Ingestion API Reference¶
API reference for the anchor.ingestion module. For usage patterns and examples, see the Ingestion Guide.
DocumentIngester¶
Orchestrates document parsing, chunking, and metadata extraction. Converts raw files or text into ContextItem objects suitable for retriever.index(items).
class DocumentIngester(
chunker: Chunker | None = None,
tokenizer: Tokenizer | None = None,
parsers: dict[str, DocumentParser] | None = None,
enricher: MetadataEnricher | None = None,
source_type: SourceType = SourceType.RETRIEVAL,
priority: int = 5,
)
| Parameter | Type | Default | Description |
|---|---|---|---|
chunker | Chunker \| None | RecursiveCharacterChunker() | Chunking strategy |
tokenizer | Tokenizer \| None | default counter | Token counter for size-aware splitting |
parsers | dict[str, DocumentParser] \| None | built-in parser map | Extension-to-parser overrides |
enricher | MetadataEnricher \| None | None | Chain of metadata enrichment functions |
source_type | SourceType | SourceType.RETRIEVAL | Source type tag for produced items |
priority | int | 5 | Priority value for produced items |
Methods¶
ingest_text(text, doc_id=None, doc_metadata=None)¶
Ingest raw text into context items.
| Parameter | Type | Default | Description |
|---|---|---|---|
text | str | required | Document text to ingest |
doc_id | str \| None | None | Document ID; generated if not provided |
doc_metadata | dict[str, Any] \| None | None | Document-level metadata |
Returns: list[ContextItem]
ingest_file(path, doc_id=None)¶
Parse and chunk a single file. The parser is auto-detected from file extension.

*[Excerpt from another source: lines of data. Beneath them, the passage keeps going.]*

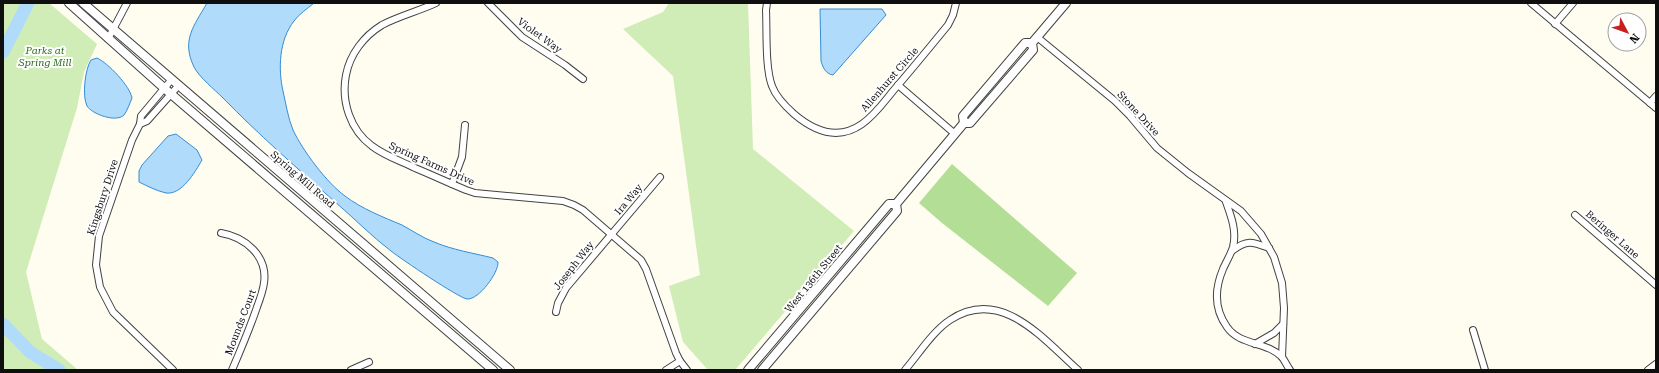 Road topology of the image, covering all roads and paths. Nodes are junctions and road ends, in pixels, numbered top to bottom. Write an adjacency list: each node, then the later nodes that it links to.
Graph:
1 (70, 3): 13 (street, Spring Mill Road)
2 (83, 3): 12 (street, Spring Mill Road)
3 (126, 3): 12 (street)
4 (436, 3): 28 (street, Spring Farms Drive)
5 (488, 3): 16 (street, Violet Way)
6 (767, 3): 18 (street, Allenhurst Circle)
7 (956, 3): 18 (street, Allenhurst Circle)
8 (1066, 3): 14 (street, West 136th Street)
9 (1531, 3): 11 (street)
10 (1573, 3): 11 (street)
11 (1555, 24): 22 (street)
12 (113, 29): 13 (street); 15 (street, Spring Mill Road)
13 (108, 39): 19 (street, Spring Mill Road)
14 (1034, 40): 26 (street, West 136th Street); 29 (street, Stone Drive)
15 (172, 78): 17 (street, Spring Mill Road); 19 (street, Kingsbury Drive)
16 (583, 79)
17 (179, 85): 20 (street, Kingsbury Drive); 49 (street, Spring Mill Road)
18 (898, 85): 26 (street)
19 (164, 88): 20 (street, Spring Mill Road); 24 (street, Kingsbury Drive)
20 (171, 94): 24 (street, Kingsbury Drive); 48 (street, Spring Mill Road)
21 (1656, 96): 22 (street)
22 (1650, 103): 23 (street)
23 (1656, 108)
24 (140, 124): 45 (street, Kingsbury Drive)
25 (465, 125): 28 (street)
26 (955, 134): 30 (street, West 136th Street)
27 (660, 177): 33 (street, Ira Way)
28 (452, 184): 33 (street, Spring Farms Drive)
29 (1226, 202): 34 (street, Stone Drive); 35 (street)
30 (896, 204): 52 (street, West 136th Street); 53 (street, West 136th Street)
31 (1575, 214): 36 (street, Beringer Lane)
32 (221, 233): 46 (street, Mounds Court)
33 (611, 234): 37 (street, Joseph Way); 43 (street, Spring Farms Drive)
34 (1269, 248): 35 (street); 38 (street, Stone Drive)
35 (1231, 252): 40 (street)
36 (1656, 285)
37 (556, 312)
38 (1283, 324): 40 (street); 41 (street, Stone Drive)
39 (1473, 330): 57 (street)
40 (1255, 344): 41 (street)
41 (1282, 357): 56 (street)
42 (369, 362): 47 (street)
43 (680, 362): 50 (street); 51 (street, Spring Farms Drive)
44 (1656, 364): 58 (street)
45 (173, 370)
46 (232, 370)
47 (351, 370)
48 (493, 370)
49 (510, 370)
50 (666, 370)
51 (687, 370)
52 (748, 370)
53 (762, 370)
54 (904, 370): 55 (street)
55 (1078, 370)
56 (1290, 370)
57 (1485, 370)
58 (1648, 370)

| Parameter | Type | Default | Description |
|---|---|---|---|
path | Path \| str | required | Path to the file |
doc_id | str \| None | None | Document ID; generated if not provided |
Returns: list[ContextItem] Raises: IngestionError if no parser found; FileNotFoundError if file missing.
ingest_directory(directory, glob_pattern="**/*", extensions=None)¶
Recursively ingest all matching files in a directory.
| Parameter | Type | Default | Description |
|---|---|---|---|
directory | Path \| str | required | Root directory to scan |
glob_pattern | str | "**/*" | Glob pattern for file discovery |
extensions | list[str] \| None | None | Filter by extensions; None = all registered |
Returns: list[ContextItem] Raises: IngestionError if directory does not exist.
Chunkers¶
All chunkers implement the Chunker protocol:
FixedSizeChunker¶
Split text into fixed-size chunks by token count with overlap.
class FixedSizeChunker(
chunk_size: int = 512,
overlap: int = 50,
tokenizer: Tokenizer | None = None,
)
| Parameter | Type | Default | Description |
|---|---|---|---|
chunk_size | int | 512 | Maximum tokens per chunk |
overlap | int | 50 | Overlapping tokens at boundary |
tokenizer | Tokenizer \| None | default counter | Token counter |
RecursiveCharacterChunker¶
Split text using a hierarchy of separators, falling back to finer splits.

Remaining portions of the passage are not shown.